True repentance begins when we confess that we are sinners. The process of repentance (Acts:19:18) begins at baptism and is a continual part of our daily lives. We are told in James:5:16 to confess our sins to each other and pray for each other so that we may be healed. Only when we admit a wrong, can a healing process begin to take place. Our human nature that is naturally enmity toward God and His Way will not be changed overnight. It is a lifetime and constant effort to let the Spirit work in us and help us to understand the difference between good and evil-what is holy and not holy, as we search to know God and to do His Will through prayer and study.
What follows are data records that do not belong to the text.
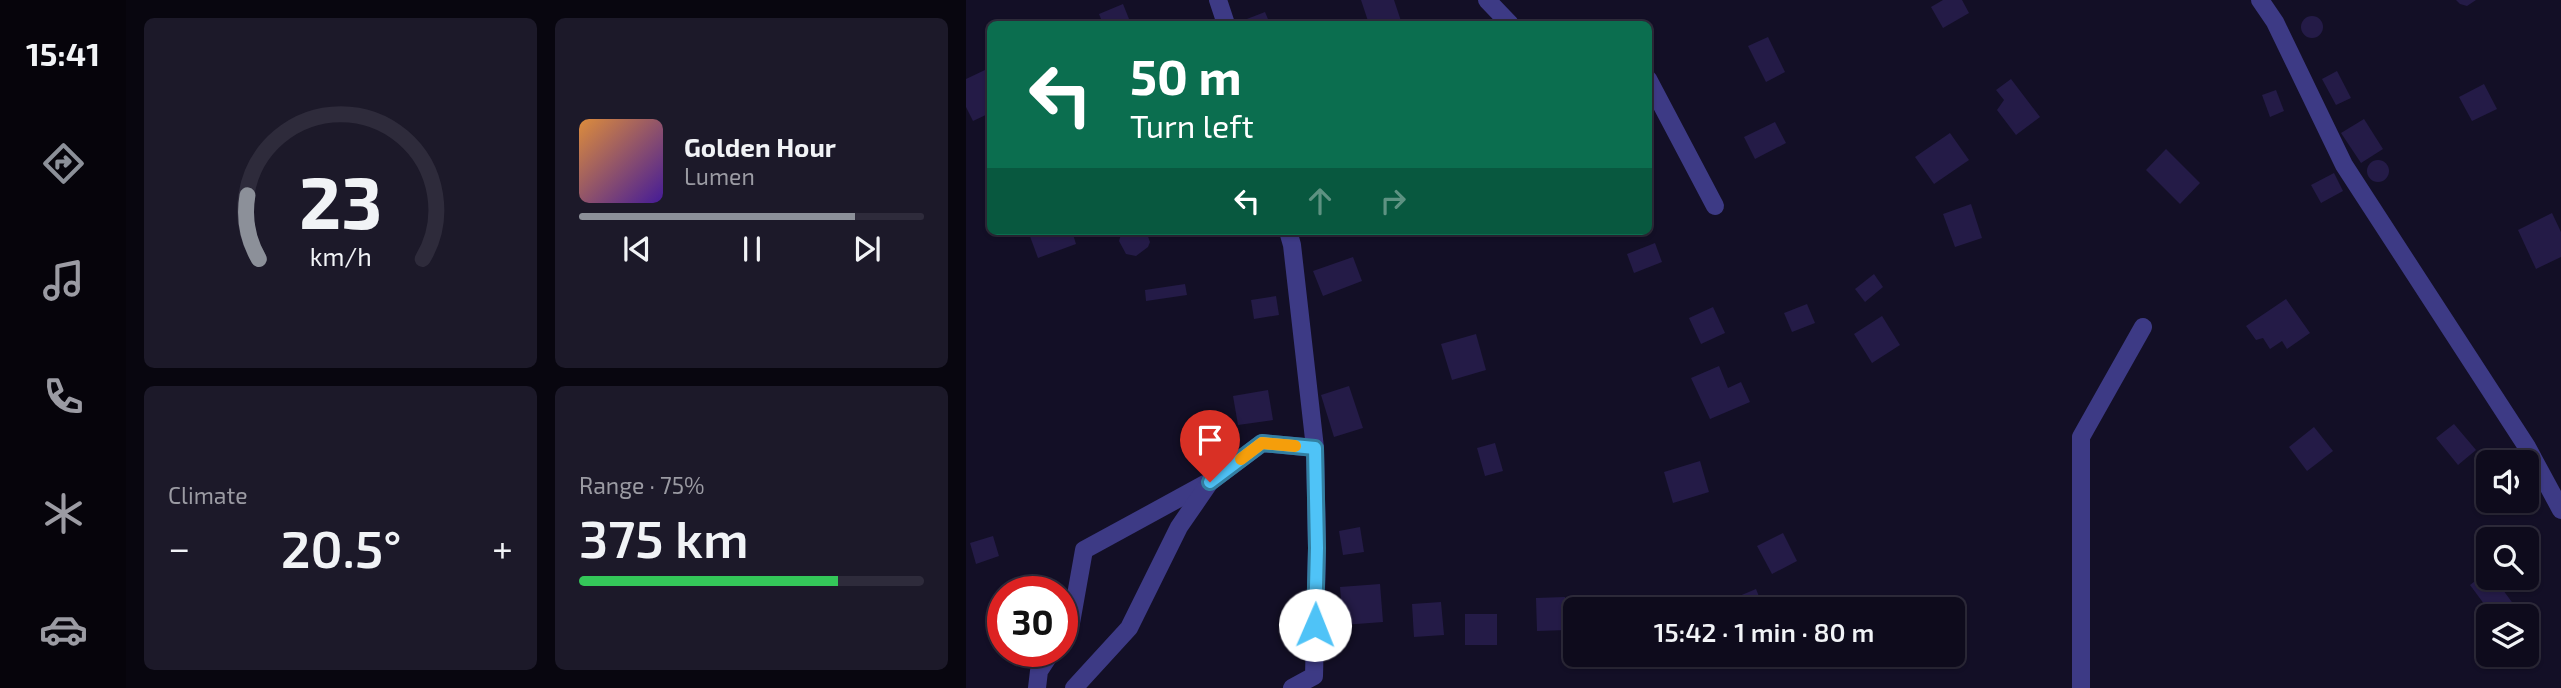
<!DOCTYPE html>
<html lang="en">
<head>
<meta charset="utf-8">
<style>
	:root { --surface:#0e0b1c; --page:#1c1929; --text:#f1f3f6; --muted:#9b9ba3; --line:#2e2b3b; --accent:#8c9099 }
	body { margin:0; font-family:"Exo 2",sans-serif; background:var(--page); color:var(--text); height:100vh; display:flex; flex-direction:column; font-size:26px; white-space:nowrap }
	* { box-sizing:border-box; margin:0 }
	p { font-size:23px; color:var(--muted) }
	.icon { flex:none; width:38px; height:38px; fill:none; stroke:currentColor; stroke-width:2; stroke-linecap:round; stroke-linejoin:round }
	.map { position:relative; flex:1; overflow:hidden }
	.details { display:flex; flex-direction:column; gap:18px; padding:18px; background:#08060f; width:840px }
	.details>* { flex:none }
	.top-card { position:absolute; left:21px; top:21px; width:665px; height:214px; border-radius:10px; box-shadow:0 2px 5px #0004,0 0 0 2px var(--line); background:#0b6e4f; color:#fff; overflow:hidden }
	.fabs { position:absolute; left:1510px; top:450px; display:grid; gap:14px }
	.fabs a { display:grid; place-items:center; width:63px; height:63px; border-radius:10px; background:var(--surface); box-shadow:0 2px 5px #0004,0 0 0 2px var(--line); font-size:35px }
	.speed { position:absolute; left:21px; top:576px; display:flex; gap:14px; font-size:35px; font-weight:700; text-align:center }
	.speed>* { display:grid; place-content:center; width:91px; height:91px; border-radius:50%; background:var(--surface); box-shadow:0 2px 5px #0004,0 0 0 2px var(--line); line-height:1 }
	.speed .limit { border:10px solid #d22; background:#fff; color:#111 }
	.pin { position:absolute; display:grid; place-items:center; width:60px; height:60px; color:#fff; margin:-72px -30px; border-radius:50% 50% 50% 0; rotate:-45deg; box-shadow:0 0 7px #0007 }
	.pin .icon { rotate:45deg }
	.me { position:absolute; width:77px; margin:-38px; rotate:1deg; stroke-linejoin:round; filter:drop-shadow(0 0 5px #0008) }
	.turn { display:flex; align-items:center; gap:24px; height:147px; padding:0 28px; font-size:32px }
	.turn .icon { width:91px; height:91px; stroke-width:2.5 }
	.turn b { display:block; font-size:49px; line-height:60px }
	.lanes { display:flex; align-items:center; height:66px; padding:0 28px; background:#0003; justify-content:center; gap:35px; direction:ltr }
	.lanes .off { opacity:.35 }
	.big { font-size:52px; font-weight:600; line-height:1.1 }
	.details .card { flex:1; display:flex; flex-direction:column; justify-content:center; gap:10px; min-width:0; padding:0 24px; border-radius:10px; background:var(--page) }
	.details .dial { align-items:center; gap:0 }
	.dial svg { height:182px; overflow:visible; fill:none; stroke:var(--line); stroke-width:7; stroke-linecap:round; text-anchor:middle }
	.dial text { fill:var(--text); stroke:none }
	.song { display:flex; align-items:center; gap:21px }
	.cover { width:84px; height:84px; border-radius:10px; background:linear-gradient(135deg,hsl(30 70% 55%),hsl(260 70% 35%)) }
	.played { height:7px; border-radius:4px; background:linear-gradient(90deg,var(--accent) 80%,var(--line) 80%) }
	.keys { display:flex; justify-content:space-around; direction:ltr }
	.heat { display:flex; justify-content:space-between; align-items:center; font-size:38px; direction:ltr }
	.charge { height:10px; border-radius:5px; background:linear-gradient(90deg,#34c759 75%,var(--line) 0) }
	.details .tiles { flex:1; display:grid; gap:18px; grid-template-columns:repeat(2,1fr) }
	.trip { position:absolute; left:597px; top:597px; width:402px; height:70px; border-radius:10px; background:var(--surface); box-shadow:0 2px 5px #0004,0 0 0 2px var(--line); font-weight:600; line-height:70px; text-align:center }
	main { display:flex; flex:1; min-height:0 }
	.tab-bar { display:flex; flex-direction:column; width:126px; justify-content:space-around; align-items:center; background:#06040b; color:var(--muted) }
	.tab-bar .icon { width:49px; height:49px }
	.tab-bar .active { color:var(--accent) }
	.tab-bar b { font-size:32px; color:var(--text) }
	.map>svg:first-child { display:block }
	.building { fill:#241b47 }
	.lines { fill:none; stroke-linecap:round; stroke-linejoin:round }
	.minor { stroke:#3d3a85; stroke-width:18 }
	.route-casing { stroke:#337fa1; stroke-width:18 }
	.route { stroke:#4fc3f7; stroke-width:12 }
	.slow { stroke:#f59e0b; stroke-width:12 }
</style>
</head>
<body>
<main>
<nav class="tab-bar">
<b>15:41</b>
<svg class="icon active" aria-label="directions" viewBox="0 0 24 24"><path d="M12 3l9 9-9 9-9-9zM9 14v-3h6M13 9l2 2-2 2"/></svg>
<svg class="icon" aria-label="music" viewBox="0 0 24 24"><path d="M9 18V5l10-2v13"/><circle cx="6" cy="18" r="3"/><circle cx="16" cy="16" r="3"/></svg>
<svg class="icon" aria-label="phone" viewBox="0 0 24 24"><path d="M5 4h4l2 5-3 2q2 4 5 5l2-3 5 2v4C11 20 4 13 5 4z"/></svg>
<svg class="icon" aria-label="climate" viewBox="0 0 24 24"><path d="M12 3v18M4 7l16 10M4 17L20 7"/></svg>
<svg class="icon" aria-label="car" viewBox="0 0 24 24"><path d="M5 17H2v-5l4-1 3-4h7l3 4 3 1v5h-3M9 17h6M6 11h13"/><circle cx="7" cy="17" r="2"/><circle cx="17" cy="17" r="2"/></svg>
</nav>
<section class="details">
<div class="tiles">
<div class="card dial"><svg viewBox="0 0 100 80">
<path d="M14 69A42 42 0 1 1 86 69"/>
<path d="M14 69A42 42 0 0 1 9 41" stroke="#8c9099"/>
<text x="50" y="56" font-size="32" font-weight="700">23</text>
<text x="50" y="72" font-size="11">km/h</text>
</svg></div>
<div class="card">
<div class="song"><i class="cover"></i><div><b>Golden Hour</b><p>Lumen</p></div></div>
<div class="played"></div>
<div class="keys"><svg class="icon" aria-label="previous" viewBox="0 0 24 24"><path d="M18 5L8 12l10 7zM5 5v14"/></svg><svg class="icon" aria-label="pause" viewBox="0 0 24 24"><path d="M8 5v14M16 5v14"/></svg><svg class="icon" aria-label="next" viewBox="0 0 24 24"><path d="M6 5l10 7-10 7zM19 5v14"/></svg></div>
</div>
<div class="card"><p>Climate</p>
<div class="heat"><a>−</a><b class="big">20.5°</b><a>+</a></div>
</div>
<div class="card"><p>Range · 75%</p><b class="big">375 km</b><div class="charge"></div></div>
</div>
</section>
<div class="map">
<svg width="1595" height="688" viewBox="0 0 1595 688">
	<rect width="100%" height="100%" fill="#130f26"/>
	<g class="building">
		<polygon points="395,0 428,0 436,24 403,24"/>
		<polygon points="977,0 996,0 1003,13 977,28 965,7"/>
		<polygon points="1490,0 1510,0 1501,6 1494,4"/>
		<polygon points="157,4 165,24 137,24 133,14"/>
		<polygon points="299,12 304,24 268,24"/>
		<circle cx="1346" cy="27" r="11"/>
		<polygon points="802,37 819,72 800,82 782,46"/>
		<polygon points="19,70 24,81 24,113 7,121 0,107 0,79"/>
		<polygon points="1371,71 1385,98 1370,105 1356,79"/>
		<polygon points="1045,79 1074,117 1050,135 1031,110 1038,100 1030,90"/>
		<polygon points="1518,84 1531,109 1506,121 1493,97"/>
		<polygon points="1310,90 1318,111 1304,117 1296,95"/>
		<polygon points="1398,119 1417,149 1395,163 1375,133"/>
		<polygon points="809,122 820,143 789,159 778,137"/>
		<polygon points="984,133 1003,160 968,184 949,157"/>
		<polygon points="1200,149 1234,183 1214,204 1180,170"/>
		<circle cx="1412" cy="171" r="11"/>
		<polygon points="1368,173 1377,191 1355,203 1345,185"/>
		<polygon points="1005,204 1016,238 989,247 977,214"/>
		<polygon points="1586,213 1595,232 1595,257 1570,269 1552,230"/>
		<polygon points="62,231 106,231 110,244 72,258"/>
		<polygon points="156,231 180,231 184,242 182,247 170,256 160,254 153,241"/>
		<polygon points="689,243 696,262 668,273 661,254"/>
		<polygon points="387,257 396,281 357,296 347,271"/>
		<polygon points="908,274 917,287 899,302 889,289"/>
		<polygon points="219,284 221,295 180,301 179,290"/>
		<polygon points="310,296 313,315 288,319 285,300"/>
		<polygon points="1320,299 1344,333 1321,349 1316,341 1304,349 1297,338 1290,340 1280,326"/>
		<polygon points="841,304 849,323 826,332 818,313"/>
		<polygon points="747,307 759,333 735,344 723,318"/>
		<polygon points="916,316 934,345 906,363 888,334"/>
		<polygon points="510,334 520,370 486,380 475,344"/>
		<polygon points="753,366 762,388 775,382 784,402 744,419 725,378"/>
		<polygon points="383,386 397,428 368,437 355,395"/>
		<polygon points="302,390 307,420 272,425 267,396"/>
		<polygon points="1488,424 1510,450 1492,465 1470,438"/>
		<polygon points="1348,427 1367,451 1341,471 1323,447"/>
		<polygon points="529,443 537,471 519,476 511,448"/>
		<polygon points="734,461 743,492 707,503 698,472"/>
		<polygon points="394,527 398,552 377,555 373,531"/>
		<polygon points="817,533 831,561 806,574 791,546"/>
		<polygon points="27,536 33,556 10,564 4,543"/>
		<polygon points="1522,571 1522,578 1536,578 1542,586 1537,590 1551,609 1541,616 1527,616 1504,585"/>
		<polygon points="414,584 417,622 377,625 374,587"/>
		<polygon points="790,589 798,609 762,609 759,602"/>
		<polygon points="641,596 676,596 677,609 641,609"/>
		<polygon points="599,597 601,630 571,631 570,598"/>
		<polygon points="475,602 478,635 448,637 446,604"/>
		<rect x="499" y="614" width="32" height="31"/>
	</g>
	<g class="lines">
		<g class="minor">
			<polyline points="252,0 260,24"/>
			<polyline points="521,0 544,24"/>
			<polyline points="1294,0 1309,22 1378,165 1561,447 1595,510"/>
			<polyline points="682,79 749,206"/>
			<polyline points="322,231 326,245 349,448 351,548 348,676 326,688"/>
			<polyline points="96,636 105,623 118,550 239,484"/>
			<polyline points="71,688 73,671 86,651"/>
			<polyline points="108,688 163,628 213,527 244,482 296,443 349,448"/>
			<polyline points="1115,688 1115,437 1177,327"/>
		</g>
	</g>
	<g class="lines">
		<g class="route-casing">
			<polyline id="route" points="244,482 296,443 349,448 351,548 349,625"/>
		</g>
		<use href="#route" class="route"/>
		<polyline class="slow" points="275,459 296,443 329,446"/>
	</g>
</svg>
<div class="fabs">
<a><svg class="icon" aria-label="sound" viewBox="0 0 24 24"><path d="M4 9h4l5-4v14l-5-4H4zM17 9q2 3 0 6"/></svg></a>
<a><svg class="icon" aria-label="search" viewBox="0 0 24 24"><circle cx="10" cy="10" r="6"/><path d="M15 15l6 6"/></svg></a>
<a><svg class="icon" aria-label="layers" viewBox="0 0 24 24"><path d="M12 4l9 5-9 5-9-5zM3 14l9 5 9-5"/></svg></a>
</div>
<div class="speed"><div class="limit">30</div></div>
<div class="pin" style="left:244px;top:482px;background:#d93025"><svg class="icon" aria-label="arrive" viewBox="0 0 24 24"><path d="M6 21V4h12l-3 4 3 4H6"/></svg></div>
<svg class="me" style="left:349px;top:625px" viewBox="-20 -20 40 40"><circle r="19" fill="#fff"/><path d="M0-13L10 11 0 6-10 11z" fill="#4fc3f7"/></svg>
<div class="trip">15:42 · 1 min · 80 m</div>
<div class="top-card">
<div class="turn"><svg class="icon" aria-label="left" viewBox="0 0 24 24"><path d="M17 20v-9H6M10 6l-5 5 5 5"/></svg><div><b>50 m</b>Turn left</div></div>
<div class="lanes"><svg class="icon" aria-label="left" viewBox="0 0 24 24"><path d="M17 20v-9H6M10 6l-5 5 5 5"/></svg><svg class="icon off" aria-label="ahead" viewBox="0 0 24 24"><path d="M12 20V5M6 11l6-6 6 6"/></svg><svg class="icon off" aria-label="right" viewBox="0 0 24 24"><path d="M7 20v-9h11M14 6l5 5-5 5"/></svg></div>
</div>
</div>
</main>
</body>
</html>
It is up to us to decide (every time!) to follow God's way and not our own. It is up to us to let Jesus Christ rule in our hearts and show us the way that leads to eternal life.




Deanne

Deanne's picture

David,

Many thanks for sharing your story and the valuable lessons learned. It is not easy to do and many are unable or unwilling to share out of fear or pride. I commend you because you are doing the very thing God asks us to do. Now it is very unlikely we will ever meet but I am greatly encouraged by your words. What I have come to learn recently is that we all must let God direct us; it would be so so easy not to submit your article but you did and God's will was done. God is using your gift of writing to fellowship with others whom you could not ordinarily fellowship with.

I grew up a catholic also so can relate to that way of life. Your article has reinforced scripture to me from 1 Thessalonians:5:11 and Hebrews:10:24 and Galatians:6:2.

If ever you visit Australa for a FOT you are very welcome to share a Sabbath with us.




dziwczyna

dziwczyna's picture

Isn't it true that many people in the church have stories like this. Thankfully God can call us when we are at our weakest and help us turn around, otherwise what hope would we have? Thankfully He takes us in while we are still sinners, and offers us the help we need to repent.

I don't know that it's just enough to know God's commandments to stay away from sin. For some sins, like sexual ones, I think one has to also have understanding of why sex outside of marriage doesn't work. Without that understanding it will be difficult to stay away from those temptations, regardless if one is young or old. Like the author said sex outside of marriage is lust--especially for men who are physical. Women on the other hand are more emotional and would probably equate the experience with love. Sex outside of marriage does not equal commitment, as the author pointed out as well. It does not guarantee that someone loves you or wants to marry you. It is best to wait until marriage, when that covenant has been made. That is true love!




Helen - Gramy

Helen - Gramy's picture

David, Thank you for your life's story.. yes, it is so hard to ''see'' what we have done wrong as humans, and so hard to really admit it also. God sure does take care of us, no matter what our story is, when we lean on God's shoulder, that peace and the unblinding comes to us. God knows when and why He has called us to be a part of His family. Again, thank you! Our family has just gone thru a loss, our little Joey age two. We all loved him so very much, and he is missed more than I can say! We also attend in the northern Arizona church area. A Wonderful spiritual family!